Stored records
--- START ---

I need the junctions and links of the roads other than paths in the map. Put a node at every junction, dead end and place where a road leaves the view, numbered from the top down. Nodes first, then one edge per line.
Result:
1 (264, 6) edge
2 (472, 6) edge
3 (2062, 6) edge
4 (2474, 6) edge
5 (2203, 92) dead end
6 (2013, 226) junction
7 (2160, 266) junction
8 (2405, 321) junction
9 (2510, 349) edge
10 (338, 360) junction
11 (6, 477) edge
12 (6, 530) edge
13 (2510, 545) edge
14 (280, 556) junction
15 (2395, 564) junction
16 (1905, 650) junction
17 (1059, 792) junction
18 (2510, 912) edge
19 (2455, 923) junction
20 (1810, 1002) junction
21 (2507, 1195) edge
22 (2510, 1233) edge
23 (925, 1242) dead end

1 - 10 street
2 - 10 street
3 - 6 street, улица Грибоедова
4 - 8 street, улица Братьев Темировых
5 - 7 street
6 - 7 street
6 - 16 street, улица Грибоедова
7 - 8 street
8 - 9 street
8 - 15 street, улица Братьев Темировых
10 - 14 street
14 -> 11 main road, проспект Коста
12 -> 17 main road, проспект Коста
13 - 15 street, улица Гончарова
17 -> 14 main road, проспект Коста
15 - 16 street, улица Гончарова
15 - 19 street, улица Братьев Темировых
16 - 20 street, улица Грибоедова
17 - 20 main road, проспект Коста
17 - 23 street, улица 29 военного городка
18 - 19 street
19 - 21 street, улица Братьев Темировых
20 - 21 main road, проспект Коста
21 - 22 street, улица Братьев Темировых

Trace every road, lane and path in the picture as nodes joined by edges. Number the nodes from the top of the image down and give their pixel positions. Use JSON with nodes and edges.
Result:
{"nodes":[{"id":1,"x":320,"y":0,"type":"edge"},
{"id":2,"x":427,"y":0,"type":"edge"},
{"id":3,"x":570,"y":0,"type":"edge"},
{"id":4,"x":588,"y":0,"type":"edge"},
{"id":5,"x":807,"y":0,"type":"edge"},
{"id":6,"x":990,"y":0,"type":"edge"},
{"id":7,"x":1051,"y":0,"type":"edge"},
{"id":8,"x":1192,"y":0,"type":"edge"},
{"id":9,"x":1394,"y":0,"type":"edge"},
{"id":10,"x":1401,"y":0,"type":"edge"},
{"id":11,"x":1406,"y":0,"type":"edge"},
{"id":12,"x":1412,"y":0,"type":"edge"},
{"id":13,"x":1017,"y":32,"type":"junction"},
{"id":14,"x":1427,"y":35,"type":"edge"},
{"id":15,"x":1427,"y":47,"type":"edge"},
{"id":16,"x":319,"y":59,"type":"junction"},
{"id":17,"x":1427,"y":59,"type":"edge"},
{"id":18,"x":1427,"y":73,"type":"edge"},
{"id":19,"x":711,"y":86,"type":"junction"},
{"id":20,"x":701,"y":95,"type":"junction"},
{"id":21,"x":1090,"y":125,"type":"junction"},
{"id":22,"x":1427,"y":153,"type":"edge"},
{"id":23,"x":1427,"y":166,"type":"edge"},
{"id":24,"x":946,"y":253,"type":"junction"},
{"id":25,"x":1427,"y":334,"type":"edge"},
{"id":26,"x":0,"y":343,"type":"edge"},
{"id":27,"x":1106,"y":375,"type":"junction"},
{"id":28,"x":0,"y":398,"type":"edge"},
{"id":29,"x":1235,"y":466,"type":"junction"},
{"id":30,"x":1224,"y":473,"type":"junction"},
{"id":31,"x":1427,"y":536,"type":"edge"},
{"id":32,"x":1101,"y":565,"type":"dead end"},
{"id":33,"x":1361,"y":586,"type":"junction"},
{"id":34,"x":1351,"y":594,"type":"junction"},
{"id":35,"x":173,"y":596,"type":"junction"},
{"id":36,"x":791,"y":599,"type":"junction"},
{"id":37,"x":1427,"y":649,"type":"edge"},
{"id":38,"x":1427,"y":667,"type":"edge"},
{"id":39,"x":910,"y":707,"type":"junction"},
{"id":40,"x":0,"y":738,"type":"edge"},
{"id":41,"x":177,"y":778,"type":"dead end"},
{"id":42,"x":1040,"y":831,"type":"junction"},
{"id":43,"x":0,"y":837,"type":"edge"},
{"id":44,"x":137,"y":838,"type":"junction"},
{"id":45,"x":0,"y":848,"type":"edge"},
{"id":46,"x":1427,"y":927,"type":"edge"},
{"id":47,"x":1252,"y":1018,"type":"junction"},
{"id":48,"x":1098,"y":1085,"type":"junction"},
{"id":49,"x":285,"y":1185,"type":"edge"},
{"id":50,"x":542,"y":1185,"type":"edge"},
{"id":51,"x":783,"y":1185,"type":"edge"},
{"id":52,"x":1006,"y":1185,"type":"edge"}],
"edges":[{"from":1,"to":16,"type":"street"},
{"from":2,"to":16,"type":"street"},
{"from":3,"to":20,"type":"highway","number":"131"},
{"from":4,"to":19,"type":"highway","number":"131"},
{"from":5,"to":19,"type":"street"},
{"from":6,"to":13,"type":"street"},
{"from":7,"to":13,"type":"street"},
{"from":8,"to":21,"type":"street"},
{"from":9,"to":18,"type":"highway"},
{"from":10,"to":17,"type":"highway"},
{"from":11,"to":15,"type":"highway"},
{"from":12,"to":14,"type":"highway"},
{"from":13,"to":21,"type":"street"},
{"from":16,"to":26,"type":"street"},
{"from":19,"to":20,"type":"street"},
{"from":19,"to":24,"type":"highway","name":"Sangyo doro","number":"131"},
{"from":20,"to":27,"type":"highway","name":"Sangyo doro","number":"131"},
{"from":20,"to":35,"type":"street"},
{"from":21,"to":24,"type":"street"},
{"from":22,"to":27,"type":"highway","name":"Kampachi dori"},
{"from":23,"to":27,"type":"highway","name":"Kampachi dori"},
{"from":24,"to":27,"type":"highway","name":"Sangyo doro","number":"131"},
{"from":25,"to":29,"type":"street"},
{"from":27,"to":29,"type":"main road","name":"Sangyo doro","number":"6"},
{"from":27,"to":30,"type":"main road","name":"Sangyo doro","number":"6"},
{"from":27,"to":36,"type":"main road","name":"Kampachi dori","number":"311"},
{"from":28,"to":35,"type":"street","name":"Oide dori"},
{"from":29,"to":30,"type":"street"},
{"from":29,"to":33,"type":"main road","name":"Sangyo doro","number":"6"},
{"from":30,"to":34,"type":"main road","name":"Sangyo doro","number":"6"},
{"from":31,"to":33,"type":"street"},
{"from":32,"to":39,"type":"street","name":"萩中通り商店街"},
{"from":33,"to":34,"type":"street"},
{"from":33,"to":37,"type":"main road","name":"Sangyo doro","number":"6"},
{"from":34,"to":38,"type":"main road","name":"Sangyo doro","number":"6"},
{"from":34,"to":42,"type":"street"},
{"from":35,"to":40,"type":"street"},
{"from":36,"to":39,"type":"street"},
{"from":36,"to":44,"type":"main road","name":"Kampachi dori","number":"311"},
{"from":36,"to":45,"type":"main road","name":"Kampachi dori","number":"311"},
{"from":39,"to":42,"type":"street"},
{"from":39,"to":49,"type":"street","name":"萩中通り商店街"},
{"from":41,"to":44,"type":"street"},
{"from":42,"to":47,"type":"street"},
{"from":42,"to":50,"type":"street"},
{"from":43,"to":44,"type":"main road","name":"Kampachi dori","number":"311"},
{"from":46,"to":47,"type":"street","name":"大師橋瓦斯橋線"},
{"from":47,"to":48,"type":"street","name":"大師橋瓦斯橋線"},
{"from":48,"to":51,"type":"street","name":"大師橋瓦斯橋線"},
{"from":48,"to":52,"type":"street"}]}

--- END ---

Exercise details: The records above are to be duplicated exactly, every one of them.

Answer:
I need the junctions and links of the roads other than paths in the map. Put a node at every junction, dead end and place where a road leaves the view, numbered from the top down. Nodes first, then one edge per line.
Result:
1 (264, 6) edge
2 (472, 6) edge
3 (2062, 6) edge
4 (2474, 6) edge
5 (2203, 92) dead end
6 (2013, 226) junction
7 (2160, 266) junction
8 (2405, 321) junction
9 (2510, 349) edge
10 (338, 360) junction
11 (6, 477) edge
12 (6, 530) edge
13 (2510, 545) edge
14 (280, 556) junction
15 (2395, 564) junction
16 (1905, 650) junction
17 (1059, 792) junction
18 (2510, 912) edge
19 (2455, 923) junction
20 (1810, 1002) junction
21 (2507, 1195) edge
22 (2510, 1233) edge
23 (925, 1242) dead end

1 - 10 street
2 - 10 street
3 - 6 street, улица Грибоедова
4 - 8 street, улица Братьев Темировых
5 - 7 street
6 - 7 street
6 - 16 street, улица Грибоедова
7 - 8 street
8 - 9 street
8 - 15 street, улица Братьев Темировых
10 - 14 street
14 -> 11 main road, проспект Коста
12 -> 17 main road, проспект Коста
13 - 15 street, улица Гончарова
17 -> 14 main road, проспект Коста
15 - 16 street, улица Гончарова
15 - 19 street, улица Братьев Темировых
16 - 20 street, улица Грибоедова
17 - 20 main road, проспект Коста
17 - 23 street, улица 29 военного городка
18 - 19 street
19 - 21 street, улица Братьев Темировых
20 - 21 main road, проспект Коста
21 - 22 street, улица Братьев Темировых

Trace every road, lane and path in the picture as nodes joined by edges. Number the nodes from the top of the image down and give their pixel positions. Use JSON with nodes and edges.
Result:
{"nodes":[{"id":1,"x":320,"y":0,"type":"edge"},
{"id":2,"x":427,"y":0,"type":"edge"},
{"id":3,"x":570,"y":0,"type":"edge"},
{"id":4,"x":588,"y":0,"type":"edge"},
{"id":5,"x":807,"y":0,"type":"edge"},
{"id":6,"x":990,"y":0,"type":"edge"},
{"id":7,"x":1051,"y":0,"type":"edge"},
{"id":8,"x":1192,"y":0,"type":"edge"},
{"id":9,"x":1394,"y":0,"type":"edge"},
{"id":10,"x":1401,"y":0,"type":"edge"},
{"id":11,"x":1406,"y":0,"type":"edge"},
{"id":12,"x":1412,"y":0,"type":"edge"},
{"id":13,"x":1017,"y":32,"type":"junction"},
{"id":14,"x":1427,"y":35,"type":"edge"},
{"id":15,"x":1427,"y":47,"type":"edge"},
{"id":16,"x":319,"y":59,"type":"junction"},
{"id":17,"x":1427,"y":59,"type":"edge"},
{"id":18,"x":1427,"y":73,"type":"edge"},
{"id":19,"x":711,"y":86,"type":"junction"},
{"id":20,"x":701,"y":95,"type":"junction"},
{"id":21,"x":1090,"y":125,"type":"junction"},
{"id":22,"x":1427,"y":153,"type":"edge"},
{"id":23,"x":1427,"y":166,"type":"edge"},
{"id":24,"x":946,"y":253,"type":"junction"},
{"id":25,"x":1427,"y":334,"type":"edge"},
{"id":26,"x":0,"y":343,"type":"edge"},
{"id":27,"x":1106,"y":375,"type":"junction"},
{"id":28,"x":0,"y":398,"type":"edge"},
{"id":29,"x":1235,"y":466,"type":"junction"},
{"id":30,"x":1224,"y":473,"type":"junction"},
{"id":31,"x":1427,"y":536,"type":"edge"},
{"id":32,"x":1101,"y":565,"type":"dead end"},
{"id":33,"x":1361,"y":586,"type":"junction"},
{"id":34,"x":1351,"y":594,"type":"junction"},
{"id":35,"x":173,"y":596,"type":"junction"},
{"id":36,"x":791,"y":599,"type":"junction"},
{"id":37,"x":1427,"y":649,"type":"edge"},
{"id":38,"x":1427,"y":667,"type":"edge"},
{"id":39,"x":910,"y":707,"type":"junction"},
{"id":40,"x":0,"y":738,"type":"edge"},
{"id":41,"x":177,"y":778,"type":"dead end"},
{"id":42,"x":1040,"y":831,"type":"junction"},
{"id":43,"x":0,"y":837,"type":"edge"},
{"id":44,"x":137,"y":838,"type":"junction"},
{"id":45,"x":0,"y":848,"type":"edge"},
{"id":46,"x":1427,"y":927,"type":"edge"},
{"id":47,"x":1252,"y":1018,"type":"junction"},
{"id":48,"x":1098,"y":1085,"type":"junction"},
{"id":49,"x":285,"y":1185,"type":"edge"},
{"id":50,"x":542,"y":1185,"type":"edge"},
{"id":51,"x":783,"y":1185,"type":"edge"},
{"id":52,"x":1006,"y":1185,"type":"edge"}],
"edges":[{"from":1,"to":16,"type":"street"},
{"from":2,"to":16,"type":"street"},
{"from":3,"to":20,"type":"highway","number":"131"},
{"from":4,"to":19,"type":"highway","number":"131"},
{"from":5,"to":19,"type":"street"},
{"from":6,"to":13,"type":"street"},
{"from":7,"to":13,"type":"street"},
{"from":8,"to":21,"type":"street"},
{"from":9,"to":18,"type":"highway"},
{"from":10,"to":17,"type":"highway"},
{"from":11,"to":15,"type":"highway"},
{"from":12,"to":14,"type":"highway"},
{"from":13,"to":21,"type":"street"},
{"from":16,"to":26,"type":"street"},
{"from":19,"to":20,"type":"street"},
{"from":19,"to":24,"type":"highway","name":"Sangyo doro","number":"131"},
{"from":20,"to":27,"type":"highway","name":"Sangyo doro","number":"131"},
{"from":20,"to":35,"type":"street"},
{"from":21,"to":24,"type":"street"},
{"from":22,"to":27,"type":"highway","name":"Kampachi dori"},
{"from":23,"to":27,"type":"highway","name":"Kampachi dori"},
{"from":24,"to":27,"type":"highway","name":"Sangyo doro","number":"131"},
{"from":25,"to":29,"type":"street"},
{"from":27,"to":29,"type":"main road","name":"Sangyo doro","number":"6"},
{"from":27,"to":30,"type":"main road","name":"Sangyo doro","number":"6"},
{"from":27,"to":36,"type":"main road","name":"Kampachi dori","number":"311"},
{"from":28,"to":35,"type":"street","name":"Oide dori"},
{"from":29,"to":30,"type":"street"},
{"from":29,"to":33,"type":"main road","name":"Sangyo doro","number":"6"},
{"from":30,"to":34,"type":"main road","name":"Sangyo doro","number":"6"},
{"from":31,"to":33,"type":"street"},
{"from":32,"to":39,"type":"street","name":"萩中通り商店街"},
{"from":33,"to":34,"type":"street"},
{"from":33,"to":37,"type":"main road","name":"Sangyo doro","number":"6"},
{"from":34,"to":38,"type":"main road","name":"Sangyo doro","number":"6"},
{"from":34,"to":42,"type":"street"},
{"from":35,"to":40,"type":"street"},
{"from":36,"to":39,"type":"street"},
{"from":36,"to":44,"type":"main road","name":"Kampachi dori","number":"311"},
{"from":36,"to":45,"type":"main road","name":"Kampachi dori","number":"311"},
{"from":39,"to":42,"type":"street"},
{"from":39,"to":49,"type":"street","name":"萩中通り商店街"},
{"from":41,"to":44,"type":"street"},
{"from":42,"to":47,"type":"street"},
{"from":42,"to":50,"type":"street"},
{"from":43,"to":44,"type":"main road","name":"Kampachi dori","number":"311"},
{"from":46,"to":47,"type":"street","name":"大師橋瓦斯橋線"},
{"from":47,"to":48,"type":"street","name":"大師橋瓦斯橋線"},
{"from":48,"to":51,"type":"street","name":"大師橋瓦斯橋線"},
{"from":48,"to":52,"type":"street"}]}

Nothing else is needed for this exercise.